• 2 years ago
  • 140 Views

Hi. It’s me.

I know that we can’t see or talk to each other, and I know that it is my fault. But I just needed to get some things out. You were always so good at listening to me. And I know there’s no reason for you to waste your time to read this whole thing (especially from me). But they say to speak your truth, even if no one hears it, so here goes…

I never got a chance to thank you for what you did for me. It saved my life. And I love you for that, and so much more.

Yes, I love you, even still. I loved you for a long time, and I know I always will. I can admit that now, at least to myself, and you.

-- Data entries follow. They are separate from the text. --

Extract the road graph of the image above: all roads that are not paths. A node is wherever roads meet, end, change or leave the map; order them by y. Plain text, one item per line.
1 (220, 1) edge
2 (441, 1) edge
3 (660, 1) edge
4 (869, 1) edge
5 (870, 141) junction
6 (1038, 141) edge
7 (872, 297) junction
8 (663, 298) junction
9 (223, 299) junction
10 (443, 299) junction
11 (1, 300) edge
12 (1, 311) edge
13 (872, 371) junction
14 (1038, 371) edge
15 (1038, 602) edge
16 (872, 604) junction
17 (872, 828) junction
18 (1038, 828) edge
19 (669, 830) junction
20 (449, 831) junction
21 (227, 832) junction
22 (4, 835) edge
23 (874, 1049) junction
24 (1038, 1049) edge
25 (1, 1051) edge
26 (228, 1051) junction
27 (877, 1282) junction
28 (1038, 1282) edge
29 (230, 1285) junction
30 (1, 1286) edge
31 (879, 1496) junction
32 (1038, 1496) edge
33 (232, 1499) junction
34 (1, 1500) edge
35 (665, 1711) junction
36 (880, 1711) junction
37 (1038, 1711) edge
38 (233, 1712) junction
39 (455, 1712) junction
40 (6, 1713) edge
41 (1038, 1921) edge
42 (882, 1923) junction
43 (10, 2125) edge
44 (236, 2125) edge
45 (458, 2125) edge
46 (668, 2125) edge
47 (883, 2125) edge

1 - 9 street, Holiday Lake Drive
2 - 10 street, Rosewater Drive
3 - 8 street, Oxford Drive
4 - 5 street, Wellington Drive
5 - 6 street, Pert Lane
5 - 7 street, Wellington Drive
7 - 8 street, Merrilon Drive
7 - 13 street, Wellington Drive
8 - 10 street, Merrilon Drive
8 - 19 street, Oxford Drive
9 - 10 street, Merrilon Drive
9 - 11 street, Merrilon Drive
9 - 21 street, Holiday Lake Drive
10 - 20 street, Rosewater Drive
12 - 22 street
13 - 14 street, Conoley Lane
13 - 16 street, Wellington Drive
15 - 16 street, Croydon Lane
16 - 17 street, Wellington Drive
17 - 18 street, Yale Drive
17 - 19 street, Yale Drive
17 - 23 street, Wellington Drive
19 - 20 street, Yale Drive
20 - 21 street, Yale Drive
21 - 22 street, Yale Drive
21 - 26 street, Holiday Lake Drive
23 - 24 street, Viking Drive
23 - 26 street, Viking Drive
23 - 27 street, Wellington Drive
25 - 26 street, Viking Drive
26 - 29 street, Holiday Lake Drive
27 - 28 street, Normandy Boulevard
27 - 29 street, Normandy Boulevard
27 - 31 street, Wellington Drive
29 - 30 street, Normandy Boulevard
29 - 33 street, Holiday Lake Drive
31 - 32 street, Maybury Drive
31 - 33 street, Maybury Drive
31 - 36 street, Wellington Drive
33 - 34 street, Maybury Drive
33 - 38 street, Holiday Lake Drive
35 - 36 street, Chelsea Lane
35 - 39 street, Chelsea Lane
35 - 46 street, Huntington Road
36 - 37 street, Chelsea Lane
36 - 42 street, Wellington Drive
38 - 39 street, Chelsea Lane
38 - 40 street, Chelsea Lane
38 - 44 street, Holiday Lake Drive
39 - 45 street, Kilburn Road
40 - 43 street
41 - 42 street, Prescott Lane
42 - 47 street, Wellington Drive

I miss you dearly. It hurts for you to not be around. You are an amazing person, and I am less without you. I think about you every day. But I don’t act on it because I am a coward.

I know that you told me that I’m not what you want. I understand completely. Thank you for letting me down gently. But I wish I was. I wish that I could provide you what you want and need. It would have made me so happy to be that for you. Even until the right person for you came along.

Thank you for not hurting me. It would have been so easy for you to do so, but you didn’t. It speaks to the kind of person you are. But you were right when you said you could have. I would have taken the hurt and the pain, and been happy. I still would.

You are worthy of my trust and devotion, but I know that I’m not worthy of yours, not even to be your object, much less your love. I’ve proven that with my cowardice and my actions. But I wish I could just be there with you, even on the side.

I thank you for not destroying my life, even as I inconvenienced yours. I put all of my stupid s*** on you, and kept making mistake after mistake. And you still were there for me, even afterwards.

I’m sorry that I’m not better than this. I really do try. And the people around me give me praise, but it rings hollow. Because I know the truth. And so do you. I know what I am.

But I will continue to live this life. I have no other choice. These people give me value. If I were to lose them, like I lost you, I would be alone. I can’t handle being alone and abandoned. So I lie, and hide who I am. Because no one can really love the real me. I know that now. I am broken. I am weak. I am a coward. I am a liar.

You were the closest I came to being truly loved for my real self. And I understand why you didn’t want that. I am lacking in things you want. That’s what I do. I lack.

I should have stopped when you said so. I wish I was smarter. If I was, you still would be here. And I would be happy. I should have listened.

You were right, and I was wrong.

I truly wish nothing but the best for you. You deserve every good thing that comes your way. And I hope you find people who are worthy of you. Thank you for being who you are, and who you were to me.